Figure 4

Ipilimumab triggers ex-vivo isolated NK cells to kill melanoma cells and to secrete TNF-α. Panel A, NK cells were analyzed for their cytolytic activity in an ADCC assay using Ipilimumab (0.2-2.0-20 μg/ml) and melanoma primary cell lines (MECA, MECO, MEMO, METR), as well as established cell lines (MeWo, C32 and FO-1) at different effector to target cell ratio (E:T = 40:1, 20:1, 10:1, 5:1, 2:1, 1:1). NK cells were incubated with target cells in medium alone (none) or in the presence of Rituximab used as isotype-matched control Ab. Results are expressed as % of ⁵¹Cr specific release and are the mean ± SD of experiments with 6 donors. Panel B, effect of the addition of anti-FcγRIIIA mAb (α-FcγRIIIA) on the ADCC triggered with Ipilimumab (at the indicated doses) using ex-vivo NK cells and CTLA-4⁺ MECO target cells.

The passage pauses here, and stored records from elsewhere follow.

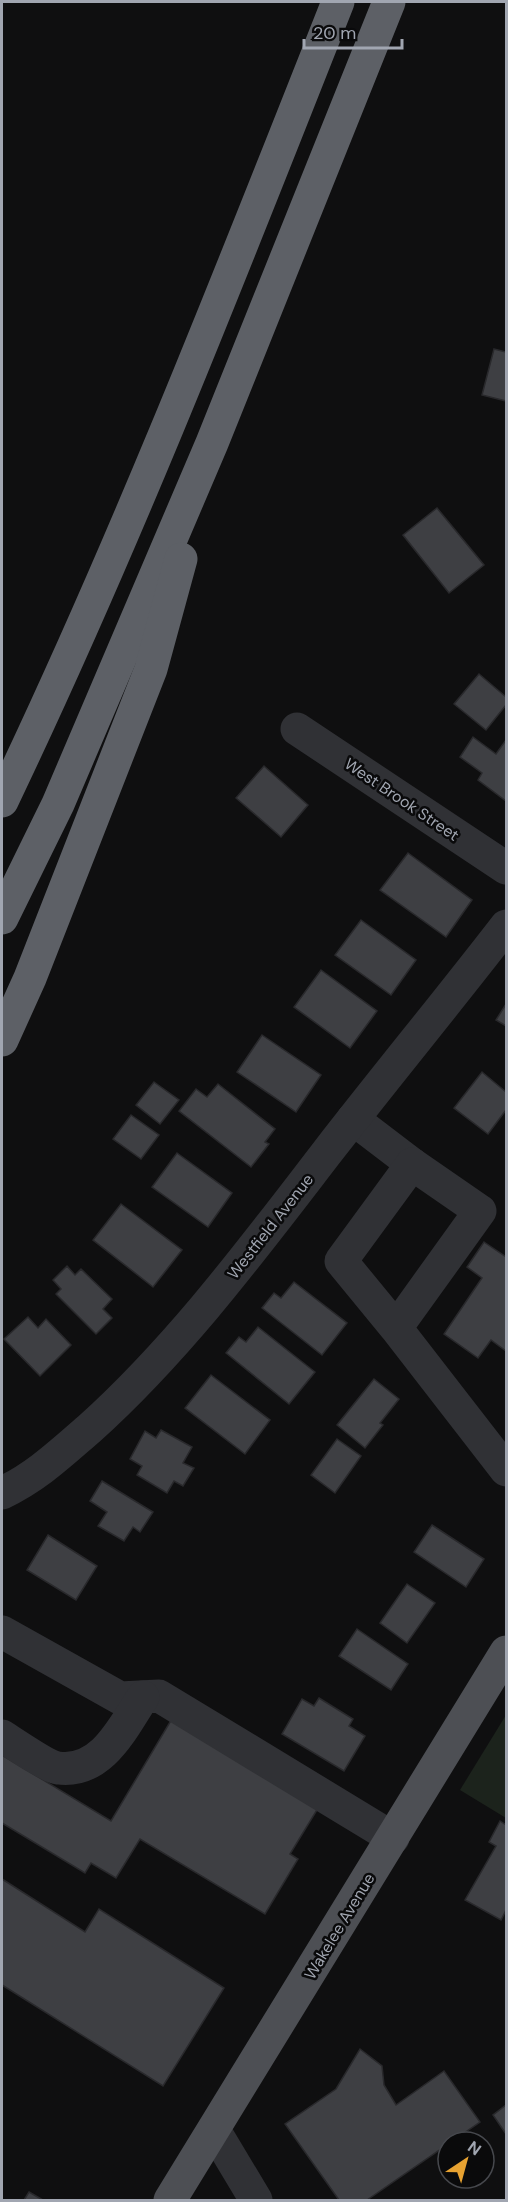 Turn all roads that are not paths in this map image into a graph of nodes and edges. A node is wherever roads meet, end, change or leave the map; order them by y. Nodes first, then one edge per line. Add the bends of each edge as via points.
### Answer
1 (338, 2) edge
2 (388, 2) edge
3 (212, 443) junction
4 (297, 729) dead end
5 (2, 801) edge
6 (507, 868) edge
7 (2, 918) edge
8 (507, 926) edge
9 (2, 1040) edge
10 (353, 1119) junction
11 (412, 1164) junction
12 (396, 1328) junction
13 (507, 1470) edge
14 (2, 1493) edge
15 (2, 1632) edge
16 (507, 1652) edge
17 (143, 1697) junction
18 (2, 1736) edge
19 (393, 1838) junction
20 (214, 2130) junction
21 (170, 2200) edge
22 (256, 2200) edge

1 - 5 highway via 153,462
2 - 3 highway
3 - 7 highway via 58,804
3 - 9 highway via 152,669
4 - 6 street, West Brook Street
8 - 10 street, Westfield Avenue
10 - 11 street
10 - 14 street, Westfield Avenue via 175,1342 116,1404 47,1466
11 - 12 street via 341,1261
11 - 12 street via 480,1211
12 - 13 street
15 - 17 street via 120,1698
16 - 19 main road, Wakelee Avenue
17 - 18 street via 104,1754 86,1764 57,1769
17 - 19 street via 159,1696
19 - 20 main road, Wakelee Avenue
20 - 21 main road, Wakelee Avenue
20 - 22 street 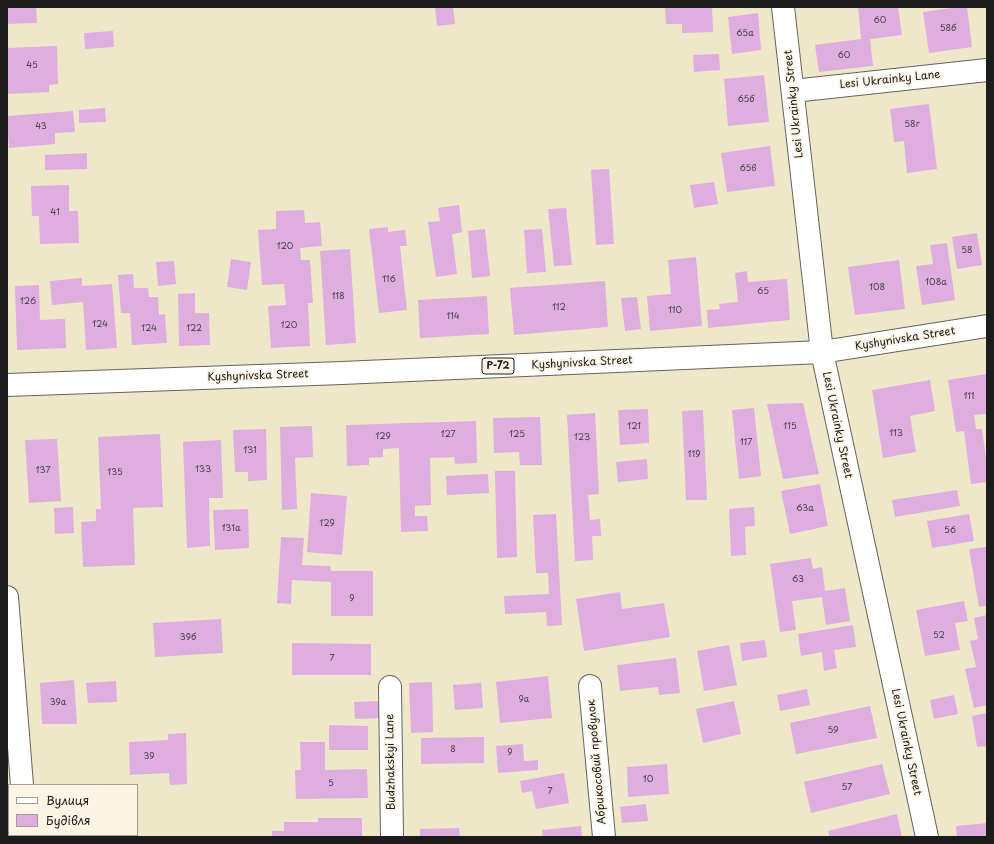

Results obtained by adding an anti-NCAM mAb (α-NCAM), as isotype-matched control Ab for the anti-FcγRIIIA mAb, to ADCC assay are shown. ***P < 0.0001, **P < 0.0002. Panel C, lysis of PHA-stimulated PBMC or MECO or C1R-neo CD20⁺ B cells using ex-vivo NK cells alone (none) or with Ipilimumab or Rituximab (at 20 μg/ml). Panel D, NK cells, ex-vivo isolated from 4 different healthy donors, were incubated with MECO at the E:T ratio of 1:1 alone or in the presence of Ipilimumab or Rituximab (2.0 μg/ml) for 24 h. Then, culture SN were harvested and analyzed by ELISA for the presence of TNF-α. Results are expressed as pg/ml of TNF-α/10⁵ NK cells. Statistical significance: ***P < 0.001, **P < 0.005.